# Work task:
For the word "الكويتي", search the records and show each line in which it occurs.

[Opening Entries shown section]

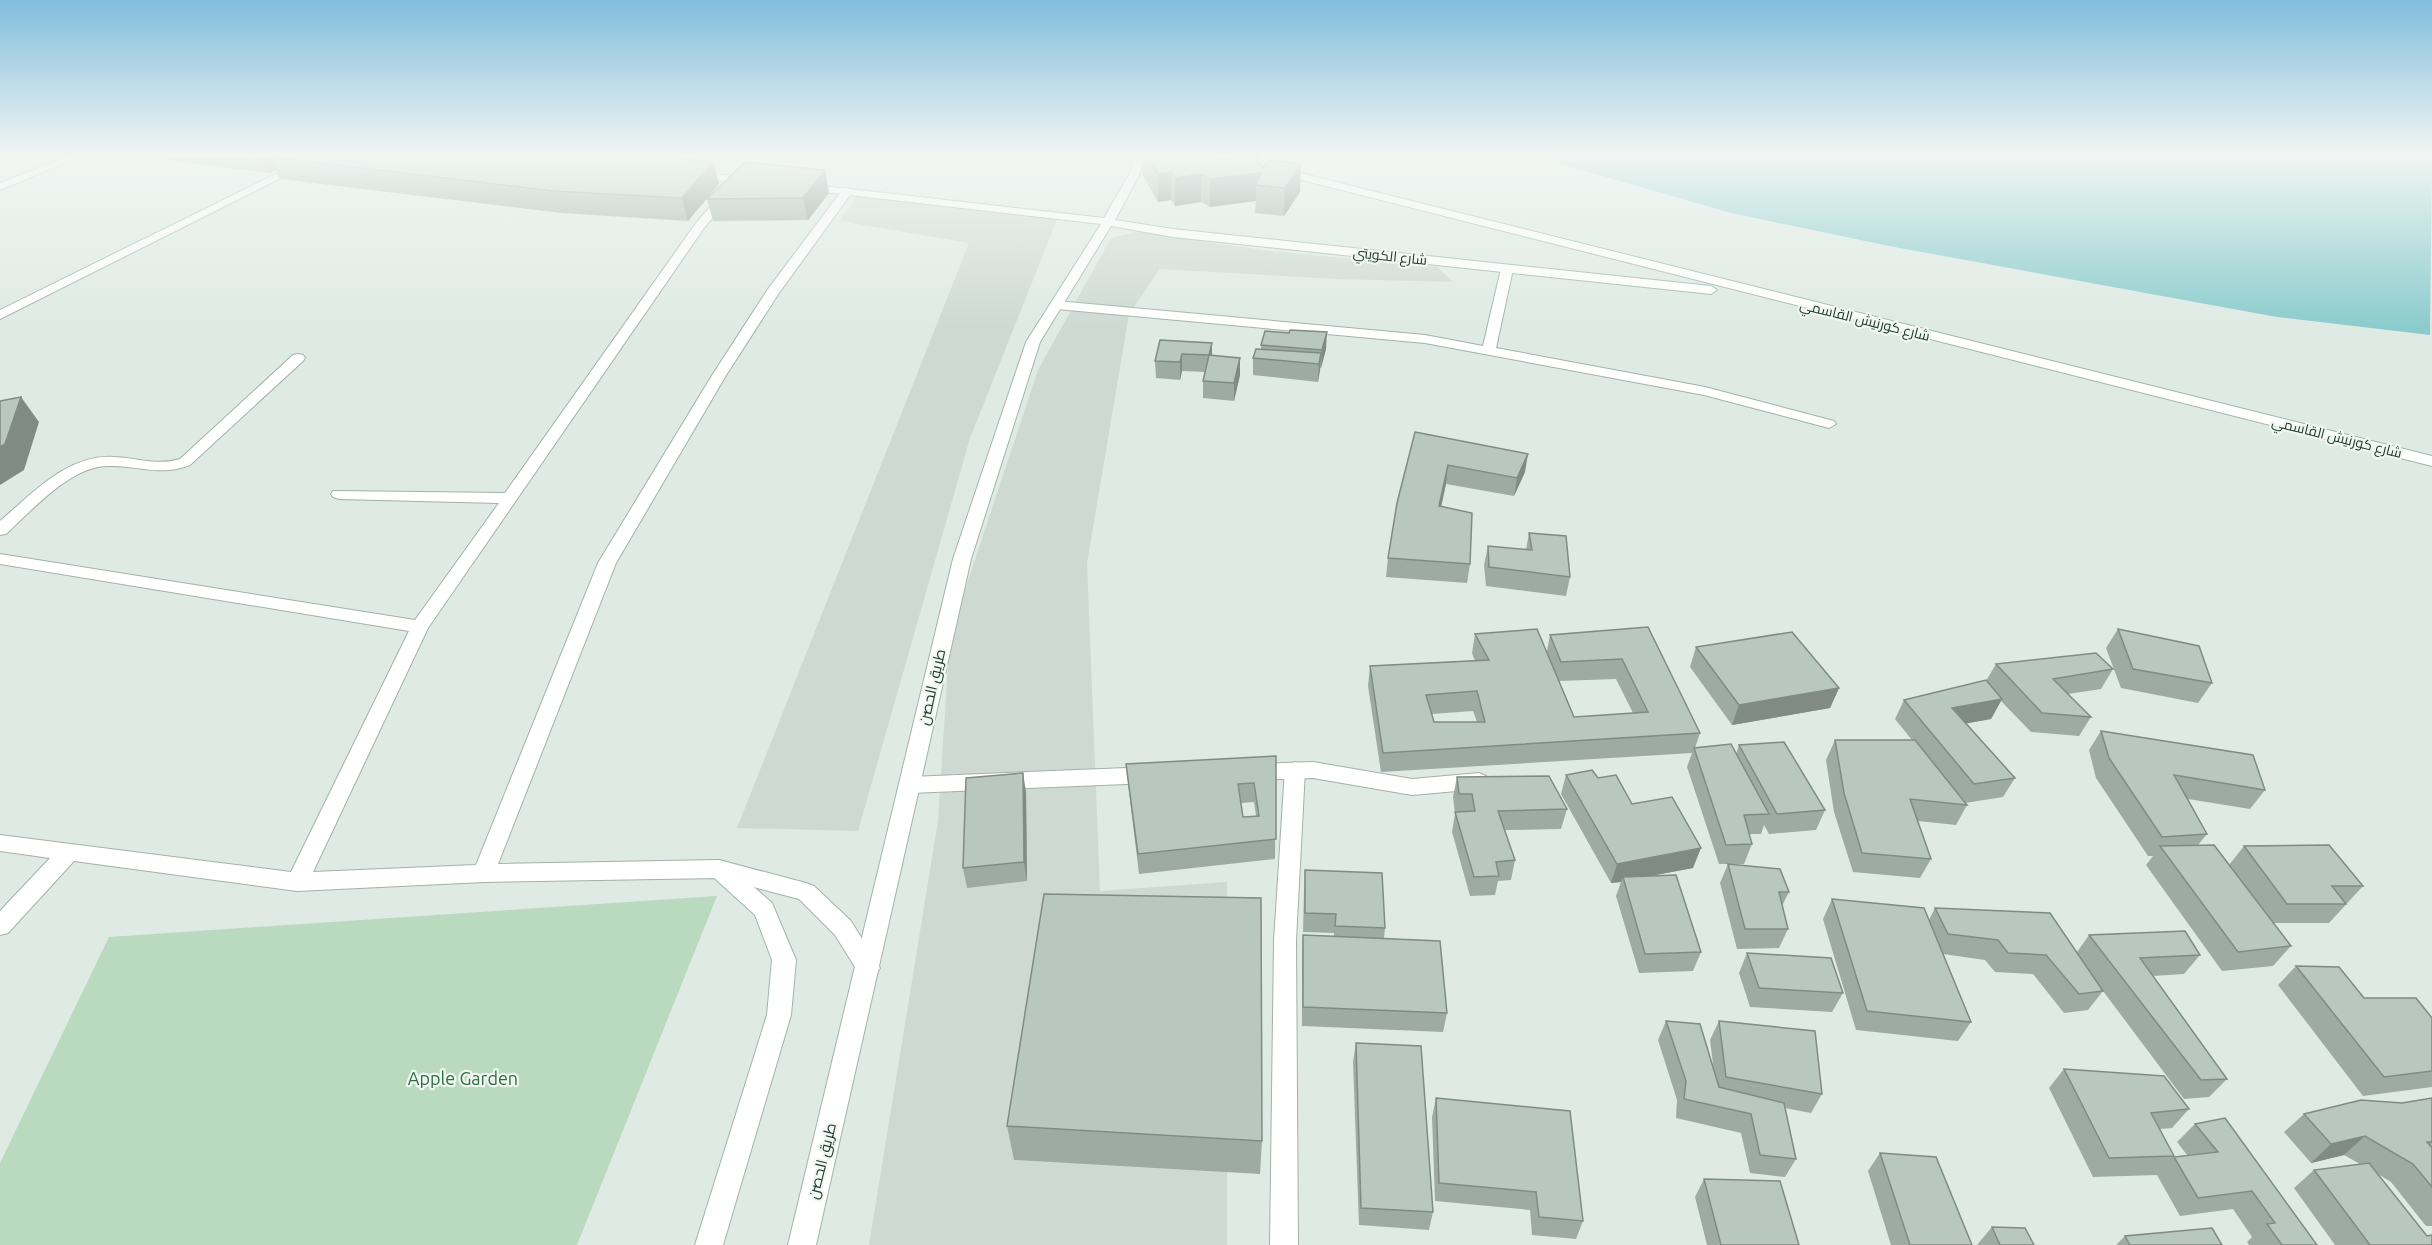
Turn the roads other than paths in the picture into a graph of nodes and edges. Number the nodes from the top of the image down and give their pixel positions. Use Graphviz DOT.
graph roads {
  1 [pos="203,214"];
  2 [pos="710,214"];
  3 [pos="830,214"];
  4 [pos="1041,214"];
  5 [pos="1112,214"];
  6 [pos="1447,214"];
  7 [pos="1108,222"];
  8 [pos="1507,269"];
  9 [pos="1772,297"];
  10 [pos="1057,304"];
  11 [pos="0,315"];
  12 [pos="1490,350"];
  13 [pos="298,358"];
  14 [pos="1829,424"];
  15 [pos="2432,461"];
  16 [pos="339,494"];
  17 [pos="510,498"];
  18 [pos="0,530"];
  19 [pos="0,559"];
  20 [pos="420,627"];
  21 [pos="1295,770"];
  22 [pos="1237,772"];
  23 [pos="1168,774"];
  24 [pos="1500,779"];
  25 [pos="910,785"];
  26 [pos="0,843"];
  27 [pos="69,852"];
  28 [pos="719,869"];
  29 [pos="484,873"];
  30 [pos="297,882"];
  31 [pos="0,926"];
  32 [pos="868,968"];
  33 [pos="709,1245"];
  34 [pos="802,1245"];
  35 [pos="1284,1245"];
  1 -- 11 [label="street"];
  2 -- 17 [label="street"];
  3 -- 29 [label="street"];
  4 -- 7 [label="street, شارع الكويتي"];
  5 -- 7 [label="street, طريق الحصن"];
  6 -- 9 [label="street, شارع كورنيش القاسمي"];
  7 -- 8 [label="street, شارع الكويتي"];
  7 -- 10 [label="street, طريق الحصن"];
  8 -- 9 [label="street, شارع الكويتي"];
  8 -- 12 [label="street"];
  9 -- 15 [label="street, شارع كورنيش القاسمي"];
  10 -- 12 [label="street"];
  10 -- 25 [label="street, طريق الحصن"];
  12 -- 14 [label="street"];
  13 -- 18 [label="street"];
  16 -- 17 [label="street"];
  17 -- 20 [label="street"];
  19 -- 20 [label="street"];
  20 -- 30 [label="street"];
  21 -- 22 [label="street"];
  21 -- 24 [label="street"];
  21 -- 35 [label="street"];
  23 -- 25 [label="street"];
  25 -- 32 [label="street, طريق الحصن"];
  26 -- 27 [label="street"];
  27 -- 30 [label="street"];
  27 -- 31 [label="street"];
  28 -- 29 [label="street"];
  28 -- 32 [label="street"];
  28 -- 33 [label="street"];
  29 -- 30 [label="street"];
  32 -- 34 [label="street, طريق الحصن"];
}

[Closing Entries shown section]
[Opening Entries shown section]

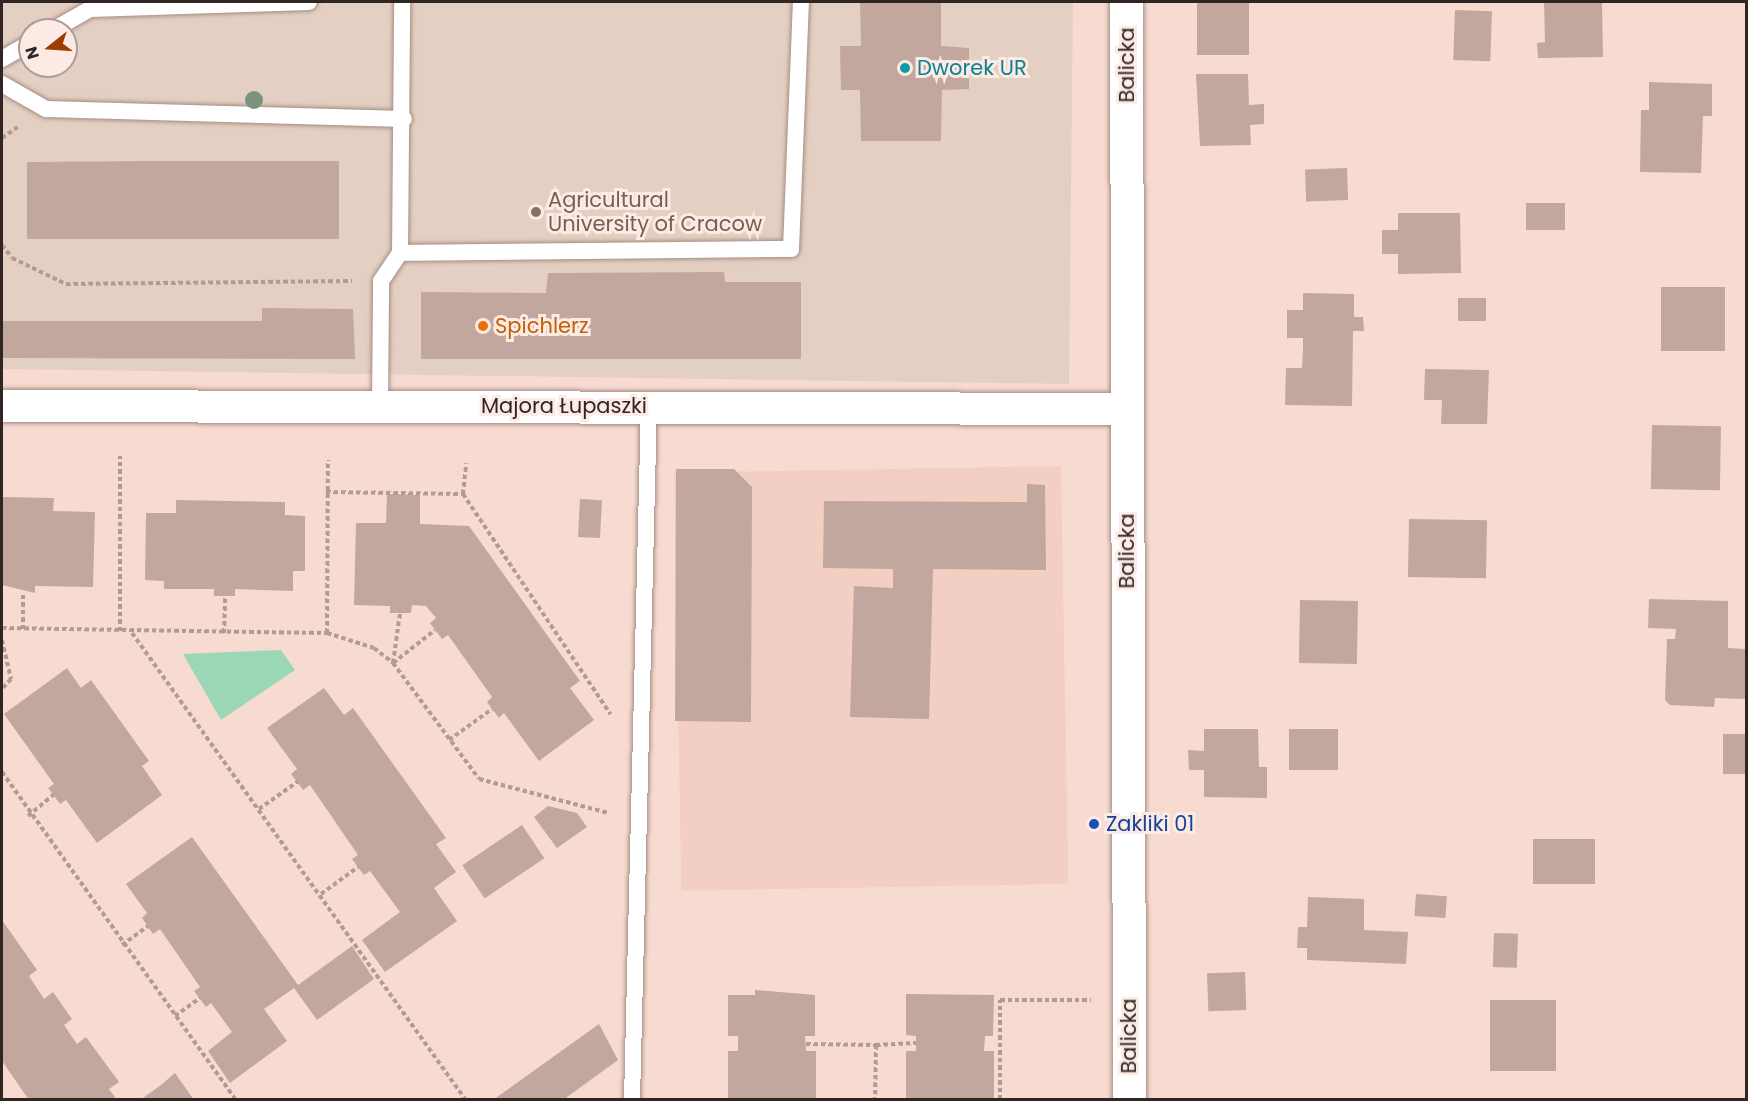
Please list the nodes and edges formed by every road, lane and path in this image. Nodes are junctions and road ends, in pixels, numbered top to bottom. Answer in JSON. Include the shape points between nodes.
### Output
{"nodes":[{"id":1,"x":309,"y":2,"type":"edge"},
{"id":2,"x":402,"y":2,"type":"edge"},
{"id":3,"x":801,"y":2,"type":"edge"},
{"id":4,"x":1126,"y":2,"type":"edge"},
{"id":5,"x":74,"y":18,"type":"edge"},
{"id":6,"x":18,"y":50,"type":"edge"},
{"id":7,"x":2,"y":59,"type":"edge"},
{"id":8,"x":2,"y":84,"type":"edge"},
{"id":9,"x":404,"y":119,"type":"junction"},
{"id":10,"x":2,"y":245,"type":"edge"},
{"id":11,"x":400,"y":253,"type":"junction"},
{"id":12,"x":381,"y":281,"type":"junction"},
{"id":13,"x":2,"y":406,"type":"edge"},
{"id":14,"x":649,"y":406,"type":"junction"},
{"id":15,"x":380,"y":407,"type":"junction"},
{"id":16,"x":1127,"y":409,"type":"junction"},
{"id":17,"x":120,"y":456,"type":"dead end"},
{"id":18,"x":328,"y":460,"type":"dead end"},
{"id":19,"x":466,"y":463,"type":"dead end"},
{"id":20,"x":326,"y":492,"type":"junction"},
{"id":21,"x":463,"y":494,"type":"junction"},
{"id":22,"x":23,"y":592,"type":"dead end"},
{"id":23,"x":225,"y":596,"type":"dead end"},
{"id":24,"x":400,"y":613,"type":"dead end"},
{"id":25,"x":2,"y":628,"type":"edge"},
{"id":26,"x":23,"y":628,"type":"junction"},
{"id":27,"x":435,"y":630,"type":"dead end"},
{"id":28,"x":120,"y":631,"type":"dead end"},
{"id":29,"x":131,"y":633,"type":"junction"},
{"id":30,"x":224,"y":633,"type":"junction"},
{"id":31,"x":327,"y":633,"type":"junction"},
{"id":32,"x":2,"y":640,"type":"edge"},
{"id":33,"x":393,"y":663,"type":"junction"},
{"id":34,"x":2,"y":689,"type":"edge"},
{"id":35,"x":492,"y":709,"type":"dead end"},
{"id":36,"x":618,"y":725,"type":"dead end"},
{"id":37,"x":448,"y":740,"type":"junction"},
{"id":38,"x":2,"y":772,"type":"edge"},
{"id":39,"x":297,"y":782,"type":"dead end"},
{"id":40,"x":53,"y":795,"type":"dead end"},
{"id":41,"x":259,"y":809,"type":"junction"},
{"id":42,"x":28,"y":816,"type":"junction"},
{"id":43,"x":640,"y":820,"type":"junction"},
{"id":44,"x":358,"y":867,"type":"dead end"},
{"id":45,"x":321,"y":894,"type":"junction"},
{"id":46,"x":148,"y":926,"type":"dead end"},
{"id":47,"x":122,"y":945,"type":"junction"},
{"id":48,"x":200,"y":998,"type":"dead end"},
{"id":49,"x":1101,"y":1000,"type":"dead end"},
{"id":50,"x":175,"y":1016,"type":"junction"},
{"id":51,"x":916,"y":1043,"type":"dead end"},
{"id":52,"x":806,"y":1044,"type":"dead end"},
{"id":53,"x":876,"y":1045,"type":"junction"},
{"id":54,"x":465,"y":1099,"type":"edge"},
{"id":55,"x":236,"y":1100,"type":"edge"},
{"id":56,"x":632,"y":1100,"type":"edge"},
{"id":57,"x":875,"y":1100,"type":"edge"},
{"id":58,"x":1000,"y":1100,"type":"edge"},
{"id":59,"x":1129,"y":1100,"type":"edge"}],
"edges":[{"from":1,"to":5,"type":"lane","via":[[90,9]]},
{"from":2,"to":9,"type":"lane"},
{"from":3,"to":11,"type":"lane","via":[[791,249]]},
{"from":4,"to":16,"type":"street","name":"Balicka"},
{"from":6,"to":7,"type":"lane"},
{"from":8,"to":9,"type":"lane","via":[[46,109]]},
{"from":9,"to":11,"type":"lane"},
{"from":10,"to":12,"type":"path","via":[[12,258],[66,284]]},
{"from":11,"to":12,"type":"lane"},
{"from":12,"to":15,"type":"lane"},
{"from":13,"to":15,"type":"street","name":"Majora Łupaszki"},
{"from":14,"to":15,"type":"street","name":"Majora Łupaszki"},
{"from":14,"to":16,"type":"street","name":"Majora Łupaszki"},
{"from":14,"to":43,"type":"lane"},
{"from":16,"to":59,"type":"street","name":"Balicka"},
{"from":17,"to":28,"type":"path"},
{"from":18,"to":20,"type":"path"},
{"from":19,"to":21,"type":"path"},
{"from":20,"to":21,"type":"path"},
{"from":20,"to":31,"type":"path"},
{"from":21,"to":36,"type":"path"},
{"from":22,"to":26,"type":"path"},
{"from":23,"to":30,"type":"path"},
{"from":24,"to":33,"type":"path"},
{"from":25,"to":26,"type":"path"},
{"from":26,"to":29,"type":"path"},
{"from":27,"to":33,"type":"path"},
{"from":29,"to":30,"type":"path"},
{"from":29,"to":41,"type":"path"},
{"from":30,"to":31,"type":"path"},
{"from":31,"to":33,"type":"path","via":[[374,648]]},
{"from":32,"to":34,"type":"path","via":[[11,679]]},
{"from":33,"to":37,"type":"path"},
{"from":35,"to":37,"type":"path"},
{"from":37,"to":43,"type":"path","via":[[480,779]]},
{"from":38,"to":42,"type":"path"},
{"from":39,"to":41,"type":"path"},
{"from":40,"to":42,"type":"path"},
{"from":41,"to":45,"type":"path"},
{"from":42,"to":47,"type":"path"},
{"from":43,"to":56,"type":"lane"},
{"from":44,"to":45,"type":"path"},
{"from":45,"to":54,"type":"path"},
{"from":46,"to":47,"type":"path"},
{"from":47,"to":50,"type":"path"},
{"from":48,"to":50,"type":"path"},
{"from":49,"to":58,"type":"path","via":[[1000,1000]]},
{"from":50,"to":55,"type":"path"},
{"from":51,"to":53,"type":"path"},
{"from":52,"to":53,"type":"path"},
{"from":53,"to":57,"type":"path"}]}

[Closing Entries shown section]

# Output of the exercise:
  4 -- 7 [label="street, شارع الكويتي"];
  7 -- 8 [label="street, شارع الكويتي"];
  8 -- 9 [label="street, شارع الكويتي"];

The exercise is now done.